*Exercise*. The whole listing needs to be written out exactly, except for any images.

*Extracted entries*.
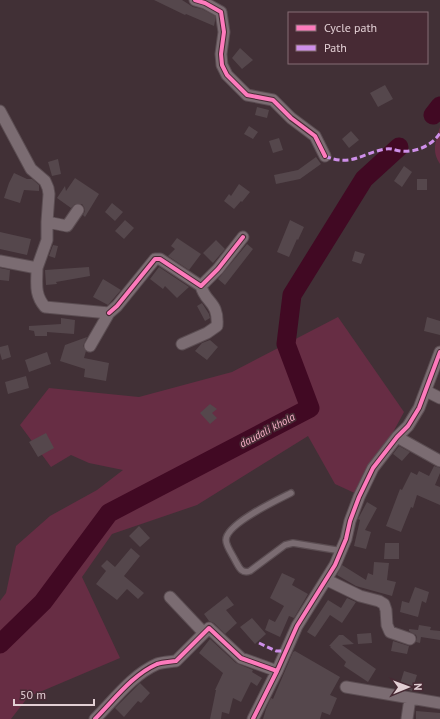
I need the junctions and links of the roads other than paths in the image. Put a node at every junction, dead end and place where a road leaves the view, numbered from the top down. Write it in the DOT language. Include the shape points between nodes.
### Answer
graph roads {
  1 [pos="196,0"];
  2 [pos="0,111"];
  3 [pos="325,156"];
  4 [pos="78,210"];
  5 [pos="47,222"];
  6 [pos="243,237"];
  7 [pos="0,261"];
  8 [pos="37,268"];
  9 [pos="202,286"];
  10 [pos="109,313"];
  11 [pos="182,344"];
  12 [pos="90,346"];
  13 [pos="440,352"];
  14 [pos="426,391"];
  15 [pos="440,398"];
  16 [pos="397,437"];
  17 [pos="440,461"];
  18 [pos="291,493"];
  19 [pos="342,551"];
  20 [pos="327,580"];
  21 [pos="170,597"];
  22 [pos="204,633"];
  23 [pos="410,640"];
  24 [pos="277,672"];
  25 [pos="346,687"];
  26 [pos="410,698"];
  27 [pos="440,703"];
  28 [pos="95,719"];
  29 [pos="253,719"];
  30 [pos="407,719"];
  1 -- 3 [label="street" via="221,12 224,32 220,54 227,75 247,95 273,100 315,136"];
  2 -- 5 [label="street" via="31,169 45,181 48,188"];
  4 -- 5 [label="street" via="67,226"];
  5 -- 8 [label="street" via="47,240"];
  6 -- 9 [label="street"];
  7 -- 8 [label="street"];
  8 -- 10 [label="street" via="37,290 39,299 45,306"];
  9 -- 10 [label="street" via="160,259 155,259 118,306"];
  9 -- 11 [label="street" via="202,290 215,308 217,326"];
  10 -- 12 [label="street"];
  13 -- 14 [label="street"];
  14 -- 15 [label="street"];
  14 -- 16 [label="street" via="408,426"];
  16 -- 17 [label="street"];
  16 -- 19 [label="street" via="373,468 359,497"];
  18 -- 19 [label="lane" via="238,523 229,533 226,540 228,547 241,570 250,571 285,545 293,543"];
  19 -- 20 [label="street"];
  20 -- 23 [label="street" via="384,604 390,632"];
  20 -- 24 [label="street" via="297,626"];
  21 -- 22 [label="street"];
  22 -- 24 [label="street" via="209,628 241,658"];
  22 -- 28 [label="street" via="176,661 157,664 134,679"];
  24 -- 29 [label="street"];
  25 -- 26 [label="street"];
  26 -- 27 [label="street"];
  26 -- 30 [label="street"];
}
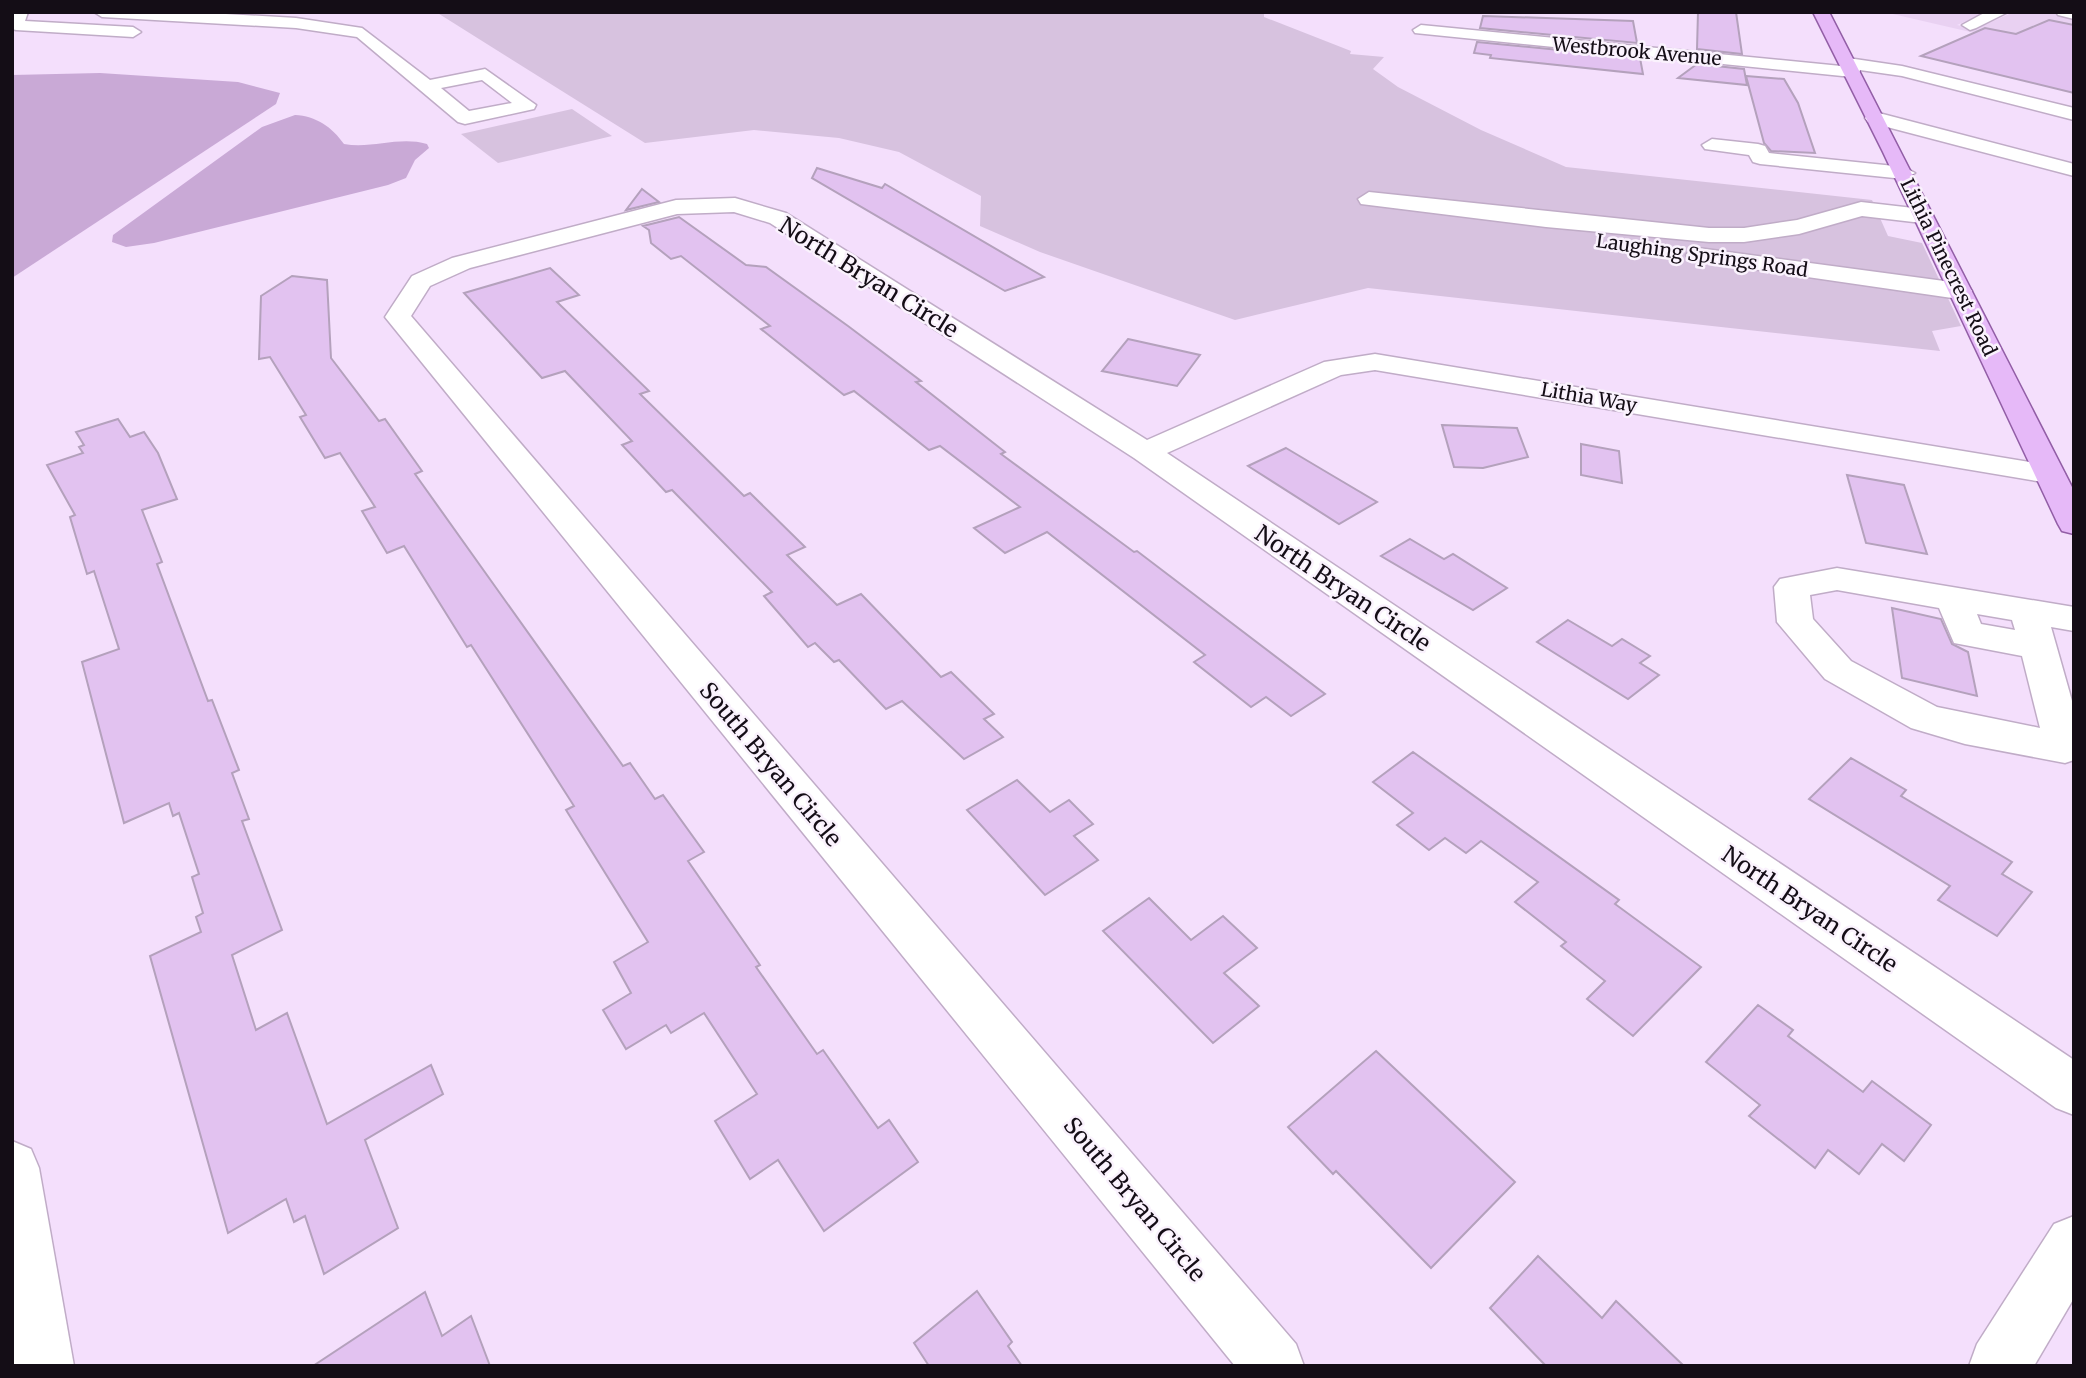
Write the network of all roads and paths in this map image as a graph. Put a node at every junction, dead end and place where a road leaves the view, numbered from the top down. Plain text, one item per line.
1 (20, 12) edge
2 (102, 12) edge
3 (1821, 12) edge
4 (2000, 12) edge
5 (2064, 12) edge
6 (2074, 14) edge
7 (1970, 25) dead end
8 (1421, 30) dead end
9 (155, 34) dead end
10 (355, 53) dead end
11 (393, 58) junction
12 (1850, 67) junction
13 (426, 86) dead end
14 (2074, 114) edge
15 (1874, 118) junction
16 (1712, 145) dead end
17 (1893, 152) junction
18 (1846, 167) junction
19 (2074, 170) edge
20 (1904, 173) junction
21 (1369, 199) dead end
22 (1922, 216) junction
23 (1444, 221) dead end
24 (573, 234) joint
25 (1959, 291) junction
26 (1145, 452) junction
27 (2049, 474) junction
28 (2074, 524) edge
29 (1953, 598) junction
30 (2028, 611) junction
31 (2074, 618) edge
32 (2040, 646) junction
33 (2074, 1090) edge
34 (12, 1168) edge
35 (2074, 1244) edge
36 (43, 1366) edge
37 (1274, 1366) edge
38 (1999, 1366) edge

1 - 9 street
2 - 11 street
3 - 12 main road, Lithia Pinecrest Road
4 - 7 street
5 - 6 street
8 - 12 street, Westbrook Avenue
10 - 11 street
11 - 13 street
12 - 14 street, Westbrook Avenue
12 - 15 main road, Lithia Pinecrest Road
15 - 17 main road, Lithia Pinecrest Road
15 - 19 street
16 - 18 street
17 - 18 street
17 - 20 main road, Lithia Pinecrest Road
18 - 20 street
20 - 22 main road, Lithia Pinecrest Road
21 - 22 street
22 - 25 main road, Lithia Pinecrest Road
23 - 25 street, Laughing Springs Road
24 - 26 street, North Bryan Circle
24 - 37 street, South Bryan Circle
25 - 27 main road, Lithia Pinecrest Road
26 - 27 street, Lithia Way
26 - 33 street, North Bryan Circle
27 - 28 main road, Lithia Pinecrest Road
29 - 30 street
29 - 32 street
29 - 32 street
30 - 31 street
30 - 32 street
34 - 36 street
35 - 38 street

*Output*.
I need the junctions and links of the roads other than paths in the image. Put a node at every junction, dead end and place where a road leaves the view, numbered from the top down. Write it in the DOT language. Include the shape points between nodes.
### Answer
graph roads {
  1 [pos="196,0"];
  2 [pos="0,111"];
  3 [pos="325,156"];
  4 [pos="78,210"];
  5 [pos="47,222"];
  6 [pos="243,237"];
  7 [pos="0,261"];
  8 [pos="37,268"];
  9 [pos="202,286"];
  10 [pos="109,313"];
  11 [pos="182,344"];
  12 [pos="90,346"];
  13 [pos="440,352"];
  14 [pos="426,391"];
  15 [pos="440,398"];
  16 [pos="397,437"];
  17 [pos="440,461"];
  18 [pos="291,493"];
  19 [pos="342,551"];
  20 [pos="327,580"];
  21 [pos="170,597"];
  22 [pos="204,633"];
  23 [pos="410,640"];
  24 [pos="277,672"];
  25 [pos="346,687"];
  26 [pos="410,698"];
  27 [pos="440,703"];
  28 [pos="95,719"];
  29 [pos="253,719"];
  30 [pos="407,719"];
  1 -- 3 [label="street" via="221,12 224,32 220,54 227,75 247,95 273,100 315,136"];
  2 -- 5 [label="street" via="31,169 45,181 48,188"];
  4 -- 5 [label="street" via="67,226"];
  5 -- 8 [label="street" via="47,240"];
  6 -- 9 [label="street"];
  7 -- 8 [label="street"];
  8 -- 10 [label="street" via="37,290 39,299 45,306"];
  9 -- 10 [label="street" via="160,259 155,259 118,306"];
  9 -- 11 [label="street" via="202,290 215,308 217,326"];
  10 -- 12 [label="street"];
  13 -- 14 [label="street"];
  14 -- 15 [label="street"];
  14 -- 16 [label="street" via="408,426"];
  16 -- 17 [label="street"];
  16 -- 19 [label="street" via="373,468 359,497"];
  18 -- 19 [label="lane" via="238,523 229,533 226,540 228,547 241,570 250,571 285,545 293,543"];
  19 -- 20 [label="street"];
  20 -- 23 [label="street" via="384,604 390,632"];
  20 -- 24 [label="street" via="297,626"];
  21 -- 22 [label="street"];
  22 -- 24 [label="street" via="209,628 241,658"];
  22 -- 28 [label="street" via="176,661 157,664 134,679"];
  24 -- 29 [label="street"];
  25 -- 26 [label="street"];
  26 -- 27 [label="street"];
  26 -- 30 [label="street"];
}
Write the network of all roads and paths in this map image as a graph. Put a node at every junction, dead end and place where a road leaves the view, numbered from the top down. Plain text, one item per line.
1 (20, 12) edge
2 (102, 12) edge
3 (1821, 12) edge
4 (2000, 12) edge
5 (2064, 12) edge
6 (2074, 14) edge
7 (1970, 25) dead end
8 (1421, 30) dead end
9 (155, 34) dead end
10 (355, 53) dead end
11 (393, 58) junction
12 (1850, 67) junction
13 (426, 86) dead end
14 (2074, 114) edge
15 (1874, 118) junction
16 (1712, 145) dead end
17 (1893, 152) junction
18 (1846, 167) junction
19 (2074, 170) edge
20 (1904, 173) junction
21 (1369, 199) dead end
22 (1922, 216) junction
23 (1444, 221) dead end
24 (573, 234) joint
25 (1959, 291) junction
26 (1145, 452) junction
27 (2049, 474) junction
28 (2074, 524) edge
29 (1953, 598) junction
30 (2028, 611) junction
31 (2074, 618) edge
32 (2040, 646) junction
33 (2074, 1090) edge
34 (12, 1168) edge
35 (2074, 1244) edge
36 (43, 1366) edge
37 (1274, 1366) edge
38 (1999, 1366) edge

1 - 9 street
2 - 11 street
3 - 12 main road, Lithia Pinecrest Road
4 - 7 street
5 - 6 street
8 - 12 street, Westbrook Avenue
10 - 11 street
11 - 13 street
12 - 14 street, Westbrook Avenue
12 - 15 main road, Lithia Pinecrest Road
15 - 17 main road, Lithia Pinecrest Road
15 - 19 street
16 - 18 street
17 - 18 street
17 - 20 main road, Lithia Pinecrest Road
18 - 20 street
20 - 22 main road, Lithia Pinecrest Road
21 - 22 street
22 - 25 main road, Lithia Pinecrest Road
23 - 25 street, Laughing Springs Road
24 - 26 street, North Bryan Circle
24 - 37 street, South Bryan Circle
25 - 27 main road, Lithia Pinecrest Road
26 - 27 street, Lithia Way
26 - 33 street, North Bryan Circle
27 - 28 main road, Lithia Pinecrest Road
29 - 30 street
29 - 32 street
29 - 32 street
30 - 31 street
30 - 32 street
34 - 36 street
35 - 38 street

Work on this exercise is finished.